[TASK] Filter the entries below, keeping every line that has the word "Center".

Stored data entries:
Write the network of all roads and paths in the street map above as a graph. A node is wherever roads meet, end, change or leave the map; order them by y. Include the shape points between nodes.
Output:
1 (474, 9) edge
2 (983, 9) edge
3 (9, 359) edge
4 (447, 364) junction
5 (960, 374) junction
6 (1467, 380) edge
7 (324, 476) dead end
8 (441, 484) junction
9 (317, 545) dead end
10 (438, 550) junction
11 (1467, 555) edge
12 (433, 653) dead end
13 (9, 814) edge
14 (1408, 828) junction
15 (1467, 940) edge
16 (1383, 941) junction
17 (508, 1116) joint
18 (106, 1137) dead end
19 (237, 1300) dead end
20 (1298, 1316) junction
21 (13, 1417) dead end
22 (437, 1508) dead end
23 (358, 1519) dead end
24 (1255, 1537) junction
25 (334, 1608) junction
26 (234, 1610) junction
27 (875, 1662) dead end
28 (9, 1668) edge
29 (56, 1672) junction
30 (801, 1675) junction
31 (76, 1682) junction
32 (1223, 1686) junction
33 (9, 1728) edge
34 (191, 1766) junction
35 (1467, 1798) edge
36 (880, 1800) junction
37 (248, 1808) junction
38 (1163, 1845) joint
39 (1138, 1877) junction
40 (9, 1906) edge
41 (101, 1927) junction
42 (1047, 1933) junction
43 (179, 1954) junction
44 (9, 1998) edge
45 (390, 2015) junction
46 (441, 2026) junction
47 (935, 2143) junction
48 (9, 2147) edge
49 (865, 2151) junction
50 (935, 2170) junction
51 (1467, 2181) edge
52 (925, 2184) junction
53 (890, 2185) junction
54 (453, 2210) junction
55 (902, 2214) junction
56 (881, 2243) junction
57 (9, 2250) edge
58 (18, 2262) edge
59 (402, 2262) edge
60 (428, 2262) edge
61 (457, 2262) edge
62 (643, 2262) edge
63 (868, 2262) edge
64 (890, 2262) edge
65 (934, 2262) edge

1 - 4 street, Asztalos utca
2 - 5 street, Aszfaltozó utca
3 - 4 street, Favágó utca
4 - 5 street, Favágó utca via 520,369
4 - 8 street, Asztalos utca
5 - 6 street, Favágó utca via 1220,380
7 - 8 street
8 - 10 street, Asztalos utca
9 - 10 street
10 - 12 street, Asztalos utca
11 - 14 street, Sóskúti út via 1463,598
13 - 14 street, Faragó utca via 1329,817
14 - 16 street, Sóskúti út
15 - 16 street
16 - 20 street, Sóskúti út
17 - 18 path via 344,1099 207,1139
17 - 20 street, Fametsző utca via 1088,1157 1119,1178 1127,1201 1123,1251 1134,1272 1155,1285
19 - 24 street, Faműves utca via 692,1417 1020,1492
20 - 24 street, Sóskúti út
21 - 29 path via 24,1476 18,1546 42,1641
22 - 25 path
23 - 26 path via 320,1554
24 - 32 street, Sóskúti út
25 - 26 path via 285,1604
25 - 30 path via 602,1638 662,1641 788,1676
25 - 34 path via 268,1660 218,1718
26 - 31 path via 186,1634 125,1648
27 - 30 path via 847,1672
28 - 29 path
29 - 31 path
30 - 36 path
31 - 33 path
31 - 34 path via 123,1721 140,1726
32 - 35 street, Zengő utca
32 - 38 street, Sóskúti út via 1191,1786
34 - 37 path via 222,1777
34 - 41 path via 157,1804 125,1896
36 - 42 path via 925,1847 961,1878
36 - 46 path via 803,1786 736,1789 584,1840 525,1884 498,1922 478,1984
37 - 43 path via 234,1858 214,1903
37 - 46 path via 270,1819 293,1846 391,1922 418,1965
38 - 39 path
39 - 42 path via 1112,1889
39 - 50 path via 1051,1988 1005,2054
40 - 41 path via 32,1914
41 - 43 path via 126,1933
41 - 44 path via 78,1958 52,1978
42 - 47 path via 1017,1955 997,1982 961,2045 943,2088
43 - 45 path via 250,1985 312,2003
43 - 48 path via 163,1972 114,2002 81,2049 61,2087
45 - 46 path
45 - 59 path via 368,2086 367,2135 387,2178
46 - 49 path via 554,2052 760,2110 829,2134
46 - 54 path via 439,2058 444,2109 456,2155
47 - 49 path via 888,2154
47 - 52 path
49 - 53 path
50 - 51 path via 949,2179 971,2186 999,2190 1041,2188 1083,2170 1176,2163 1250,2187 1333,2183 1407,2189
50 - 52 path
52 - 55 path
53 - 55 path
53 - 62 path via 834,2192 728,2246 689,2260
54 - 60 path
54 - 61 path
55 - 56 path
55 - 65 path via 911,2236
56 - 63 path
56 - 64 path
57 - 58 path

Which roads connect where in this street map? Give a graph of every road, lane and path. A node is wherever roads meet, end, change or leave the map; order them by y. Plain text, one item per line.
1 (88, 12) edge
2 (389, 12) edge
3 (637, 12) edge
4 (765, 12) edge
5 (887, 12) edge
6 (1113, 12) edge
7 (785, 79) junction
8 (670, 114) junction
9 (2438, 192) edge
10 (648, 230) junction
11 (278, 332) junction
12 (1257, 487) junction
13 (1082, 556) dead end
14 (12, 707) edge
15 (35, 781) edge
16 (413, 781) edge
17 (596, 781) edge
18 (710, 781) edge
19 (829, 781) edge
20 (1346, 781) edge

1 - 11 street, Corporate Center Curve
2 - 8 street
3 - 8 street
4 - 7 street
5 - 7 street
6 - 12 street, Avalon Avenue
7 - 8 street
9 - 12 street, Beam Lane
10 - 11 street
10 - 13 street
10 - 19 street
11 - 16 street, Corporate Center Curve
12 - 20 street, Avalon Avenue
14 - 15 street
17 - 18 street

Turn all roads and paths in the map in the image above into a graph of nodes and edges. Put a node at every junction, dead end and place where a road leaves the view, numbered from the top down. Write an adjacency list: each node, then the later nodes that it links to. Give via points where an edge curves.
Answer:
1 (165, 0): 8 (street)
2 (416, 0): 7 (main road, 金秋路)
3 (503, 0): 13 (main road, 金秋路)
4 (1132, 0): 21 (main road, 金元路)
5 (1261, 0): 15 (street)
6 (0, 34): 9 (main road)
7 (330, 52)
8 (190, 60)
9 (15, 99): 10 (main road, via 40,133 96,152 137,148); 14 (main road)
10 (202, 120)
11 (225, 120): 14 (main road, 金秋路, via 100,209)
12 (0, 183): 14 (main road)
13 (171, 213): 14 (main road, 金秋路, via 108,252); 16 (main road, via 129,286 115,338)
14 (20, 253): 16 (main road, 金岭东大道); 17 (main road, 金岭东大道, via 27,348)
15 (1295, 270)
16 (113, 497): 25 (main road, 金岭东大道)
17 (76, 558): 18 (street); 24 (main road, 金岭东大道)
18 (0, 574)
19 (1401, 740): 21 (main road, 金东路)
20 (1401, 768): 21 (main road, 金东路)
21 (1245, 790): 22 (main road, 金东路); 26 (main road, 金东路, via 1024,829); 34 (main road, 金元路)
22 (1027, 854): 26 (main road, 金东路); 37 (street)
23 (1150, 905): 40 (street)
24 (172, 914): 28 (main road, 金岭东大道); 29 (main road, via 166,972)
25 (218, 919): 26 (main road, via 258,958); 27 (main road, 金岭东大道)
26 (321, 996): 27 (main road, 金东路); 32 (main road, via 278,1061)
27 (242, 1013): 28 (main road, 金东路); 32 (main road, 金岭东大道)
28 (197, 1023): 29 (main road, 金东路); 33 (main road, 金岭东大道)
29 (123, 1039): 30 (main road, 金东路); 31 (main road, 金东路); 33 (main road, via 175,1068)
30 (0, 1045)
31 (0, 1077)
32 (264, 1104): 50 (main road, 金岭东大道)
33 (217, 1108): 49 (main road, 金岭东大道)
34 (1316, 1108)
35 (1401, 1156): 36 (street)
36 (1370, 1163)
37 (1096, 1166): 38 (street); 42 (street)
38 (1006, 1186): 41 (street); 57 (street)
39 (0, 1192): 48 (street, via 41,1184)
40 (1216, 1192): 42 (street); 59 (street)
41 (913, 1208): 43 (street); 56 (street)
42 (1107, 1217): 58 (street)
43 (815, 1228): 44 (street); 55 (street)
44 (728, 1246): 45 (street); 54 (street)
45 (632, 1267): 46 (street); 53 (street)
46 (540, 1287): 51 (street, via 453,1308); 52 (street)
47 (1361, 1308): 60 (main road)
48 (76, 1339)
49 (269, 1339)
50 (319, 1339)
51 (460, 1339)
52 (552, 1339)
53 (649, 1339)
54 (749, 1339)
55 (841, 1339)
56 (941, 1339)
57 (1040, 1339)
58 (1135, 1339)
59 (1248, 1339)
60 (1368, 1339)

[ANSWER TO THE PROBLEM]
1 - 11 street, Corporate Center Curve
11 - 16 street, Corporate Center Curve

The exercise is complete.